I was looking for quick fixes. Fast solutions. Easy remedies. Because of course that is what I was used to. My usual fix/solution/remedy to any sort of feeling (but especially the uncomfortable ones) was just one pour away. It was alcohol. Alcohol had always been my main man, my go-to problem solver, my beloved cure-all.

So with alcohol out of the picture and life stuff keeping on happening, the biggest adjustment for me was learning how to relax about my feelings and stop grasping for instant solutions. To put it bluntly I had to learn how to chill out and slow the fuck down.

And this is the big adjustment in sobriety I think. This is the crux of what getting quitting booze is all about. When we remove our liquid solution we have to learn to relax into whatever is going on - as uncomfortable as it may be - allow it to occur, allow feelings to be just as they are, trust that things will shift and change, and chill.

Sounds easy but in practice it is not and I have to be honest and say it took me an awfully long time to do this. But now, six years after my last drink, I am a far more chilled out version of myself than I ever was. I am used to feeling the whole range of my emotions. I have stopped looking for something, anything, to help me deal with shit. I have relaxed.

There's a great mindfulness saying which is 'respond don't react' which would make a very good mantra for people getting sober. When we're in active addiction we are reacting constantly - taking quick actions based on immediate, surface feelings. The problem is when we do this we aren't pausing to give the wise, calm parts of ourselves a change to get involved. Acting responsively, on the other hand, is much better because we're pausing to take stock and giving ourselves time to respond in a calmer and more considered way.

To live reactively is quick and hard. To live responsively is gentle and soft.

To live as a boozer is quick and hard. To live sober is gentle and soft.

This is the big adjustment. It takes time and it takes work. But know that the longer you go not drinking the more naturally you will calm down into a more responsive way of living.

And trust me, that's a great way to be.

Love, Mrs D xxx



Sunday, September 3, 2017

SIX!!! (a mighty fine number of sober years).

Heading for a big Soberversary and am quite excited about that. In 3 days time I will be SIX years sober!! Woo Hoo!!

Soberversaries are funny things though.. especially early on I remember building up to them and being weirdly let down when they failed to deliver anything particularly special. There was always that realisation that it's just another sober day in a long line of sober days.. and that celebrations aren't the big (boozy) things that they used to be.
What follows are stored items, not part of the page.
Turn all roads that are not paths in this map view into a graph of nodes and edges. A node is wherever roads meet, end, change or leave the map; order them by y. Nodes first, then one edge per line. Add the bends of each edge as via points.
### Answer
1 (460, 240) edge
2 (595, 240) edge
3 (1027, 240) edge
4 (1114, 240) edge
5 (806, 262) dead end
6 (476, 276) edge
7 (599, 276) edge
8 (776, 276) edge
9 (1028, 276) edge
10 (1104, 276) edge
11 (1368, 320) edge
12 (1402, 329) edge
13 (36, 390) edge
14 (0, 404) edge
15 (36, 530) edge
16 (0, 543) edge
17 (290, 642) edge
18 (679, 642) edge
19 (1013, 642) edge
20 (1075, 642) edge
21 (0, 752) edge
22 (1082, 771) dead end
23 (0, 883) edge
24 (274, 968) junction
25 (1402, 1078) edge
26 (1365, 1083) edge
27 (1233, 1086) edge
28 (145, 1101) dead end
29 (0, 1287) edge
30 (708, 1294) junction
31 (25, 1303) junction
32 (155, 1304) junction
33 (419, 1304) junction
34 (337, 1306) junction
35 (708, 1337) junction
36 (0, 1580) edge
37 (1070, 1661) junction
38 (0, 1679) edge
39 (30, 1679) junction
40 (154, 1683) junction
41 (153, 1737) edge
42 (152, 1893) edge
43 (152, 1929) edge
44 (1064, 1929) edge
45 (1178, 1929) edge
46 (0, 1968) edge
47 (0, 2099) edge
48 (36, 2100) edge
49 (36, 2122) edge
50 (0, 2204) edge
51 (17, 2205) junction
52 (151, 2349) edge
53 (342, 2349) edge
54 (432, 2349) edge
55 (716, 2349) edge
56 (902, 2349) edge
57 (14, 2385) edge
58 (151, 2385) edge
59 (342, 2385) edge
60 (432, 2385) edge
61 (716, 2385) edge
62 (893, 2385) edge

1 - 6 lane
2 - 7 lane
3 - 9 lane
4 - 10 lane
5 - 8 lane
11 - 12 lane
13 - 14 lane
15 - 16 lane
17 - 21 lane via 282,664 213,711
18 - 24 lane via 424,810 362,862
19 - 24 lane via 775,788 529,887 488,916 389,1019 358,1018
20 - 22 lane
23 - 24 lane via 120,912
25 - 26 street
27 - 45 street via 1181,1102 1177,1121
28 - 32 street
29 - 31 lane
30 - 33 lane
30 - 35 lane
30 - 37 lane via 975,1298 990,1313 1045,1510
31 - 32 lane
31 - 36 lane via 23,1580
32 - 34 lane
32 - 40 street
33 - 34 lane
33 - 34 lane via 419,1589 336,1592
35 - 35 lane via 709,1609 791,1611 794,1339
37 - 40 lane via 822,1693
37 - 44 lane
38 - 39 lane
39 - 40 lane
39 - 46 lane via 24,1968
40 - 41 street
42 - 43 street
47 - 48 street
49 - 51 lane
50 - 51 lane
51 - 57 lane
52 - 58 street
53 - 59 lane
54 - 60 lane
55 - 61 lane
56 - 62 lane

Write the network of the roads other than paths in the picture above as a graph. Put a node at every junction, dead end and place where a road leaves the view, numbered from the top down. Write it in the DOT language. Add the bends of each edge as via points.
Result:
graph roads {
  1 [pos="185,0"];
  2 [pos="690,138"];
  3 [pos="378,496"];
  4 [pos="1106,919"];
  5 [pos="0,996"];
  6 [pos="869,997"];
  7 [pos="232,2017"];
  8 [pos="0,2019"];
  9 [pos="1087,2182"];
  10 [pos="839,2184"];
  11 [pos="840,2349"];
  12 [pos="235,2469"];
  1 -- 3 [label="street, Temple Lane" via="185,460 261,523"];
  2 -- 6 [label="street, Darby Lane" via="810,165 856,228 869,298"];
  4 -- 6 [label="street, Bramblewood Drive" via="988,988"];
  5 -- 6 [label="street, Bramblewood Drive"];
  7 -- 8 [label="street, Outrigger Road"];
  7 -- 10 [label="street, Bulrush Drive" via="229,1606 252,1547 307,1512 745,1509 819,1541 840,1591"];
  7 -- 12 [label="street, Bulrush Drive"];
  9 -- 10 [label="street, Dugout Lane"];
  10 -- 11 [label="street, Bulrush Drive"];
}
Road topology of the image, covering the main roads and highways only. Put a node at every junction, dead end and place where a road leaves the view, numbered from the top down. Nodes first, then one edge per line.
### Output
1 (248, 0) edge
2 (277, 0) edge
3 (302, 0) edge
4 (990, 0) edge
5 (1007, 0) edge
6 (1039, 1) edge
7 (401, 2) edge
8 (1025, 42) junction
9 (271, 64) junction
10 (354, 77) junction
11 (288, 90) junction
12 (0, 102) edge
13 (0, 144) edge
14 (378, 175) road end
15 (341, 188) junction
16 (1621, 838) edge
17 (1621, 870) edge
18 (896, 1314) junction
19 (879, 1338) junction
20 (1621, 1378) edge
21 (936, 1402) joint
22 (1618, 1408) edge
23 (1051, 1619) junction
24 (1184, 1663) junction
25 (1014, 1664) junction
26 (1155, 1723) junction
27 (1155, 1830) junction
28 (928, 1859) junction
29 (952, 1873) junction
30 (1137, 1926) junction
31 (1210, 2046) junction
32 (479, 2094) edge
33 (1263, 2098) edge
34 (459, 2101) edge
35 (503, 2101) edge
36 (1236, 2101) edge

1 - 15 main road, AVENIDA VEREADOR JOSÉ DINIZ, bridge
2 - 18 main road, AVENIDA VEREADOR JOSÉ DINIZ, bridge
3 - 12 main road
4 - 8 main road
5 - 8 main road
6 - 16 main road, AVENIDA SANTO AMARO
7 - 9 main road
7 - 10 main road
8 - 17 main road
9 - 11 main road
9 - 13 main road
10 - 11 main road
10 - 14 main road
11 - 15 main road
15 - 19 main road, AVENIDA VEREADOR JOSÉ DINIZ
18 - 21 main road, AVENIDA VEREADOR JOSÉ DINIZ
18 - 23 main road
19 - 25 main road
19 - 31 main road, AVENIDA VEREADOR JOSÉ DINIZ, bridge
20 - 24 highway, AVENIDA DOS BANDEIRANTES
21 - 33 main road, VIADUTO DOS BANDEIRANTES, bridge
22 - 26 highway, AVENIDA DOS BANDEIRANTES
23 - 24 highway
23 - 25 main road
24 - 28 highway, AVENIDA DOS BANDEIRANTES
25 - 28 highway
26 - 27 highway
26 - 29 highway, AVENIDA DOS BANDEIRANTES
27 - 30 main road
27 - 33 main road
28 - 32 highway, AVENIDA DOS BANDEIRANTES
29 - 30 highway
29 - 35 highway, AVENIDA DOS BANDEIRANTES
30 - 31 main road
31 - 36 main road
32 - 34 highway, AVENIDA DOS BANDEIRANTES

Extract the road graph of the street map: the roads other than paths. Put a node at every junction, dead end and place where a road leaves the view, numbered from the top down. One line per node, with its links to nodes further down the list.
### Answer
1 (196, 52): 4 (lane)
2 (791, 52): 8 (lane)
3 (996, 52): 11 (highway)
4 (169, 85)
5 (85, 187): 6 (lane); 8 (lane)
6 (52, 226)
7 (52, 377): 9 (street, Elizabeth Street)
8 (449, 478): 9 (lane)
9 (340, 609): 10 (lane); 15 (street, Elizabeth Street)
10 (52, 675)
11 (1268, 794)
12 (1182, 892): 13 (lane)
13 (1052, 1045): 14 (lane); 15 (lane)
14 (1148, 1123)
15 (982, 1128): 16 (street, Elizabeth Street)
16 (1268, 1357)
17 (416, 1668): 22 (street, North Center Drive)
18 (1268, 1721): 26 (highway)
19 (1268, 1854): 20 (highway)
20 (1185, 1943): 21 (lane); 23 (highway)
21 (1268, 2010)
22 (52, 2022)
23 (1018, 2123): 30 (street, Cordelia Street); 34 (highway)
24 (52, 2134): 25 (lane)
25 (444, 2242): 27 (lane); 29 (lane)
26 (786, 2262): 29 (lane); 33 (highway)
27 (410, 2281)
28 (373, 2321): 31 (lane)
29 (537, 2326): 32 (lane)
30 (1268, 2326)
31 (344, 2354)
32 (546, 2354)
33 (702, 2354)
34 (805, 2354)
Because lets face it - any celebration in my former life would involve champagne - like somehow adding bubbles to alcohol made it more festive. I suppose bubbles are festive but you know what I mean... celebrations were just another excuse for me to drink more than I usually did.

But as the years have gone by and I've settled into my sober life I've gotten used to more gentle and subtle emotions, and in doing so I've come to enjoy Soberversaries for their authentic nature. They're not artificially forced high points that come from a bottle. They're authentic and meaningful which is far more satisfying ... and I appreciate everything they provide.

They provide me with an opportunity to reflect on how far I've come.

They provide me with an increased appreciation for having left my disconnected boozy lifestyle behind.

They provide me with a day full of quiet pride and joy.

They provide me with a reason to treat myself in little special ways.

They provide me with an excuse to shout my achievement on social media which hopefully helps others.

And they provide me with a new lovely number to claim for my own. And boy do I love watching that number climb.

SIX! What a mighty fine number of sober years that is. I love how it keeps climbing. I can't wait to get to 10, 15.. even 20 years!!!!!! I love being in long-term recovery. It's the gift that keeps on giving.

Not saying it's fun and easy all the time - no way. But being sober is incredibly rewarding precisely because it's hard bloody work a lot of the time.

And we all know hard work never killed anybody and I'm certainly up for the challenge of life in the raw every single day.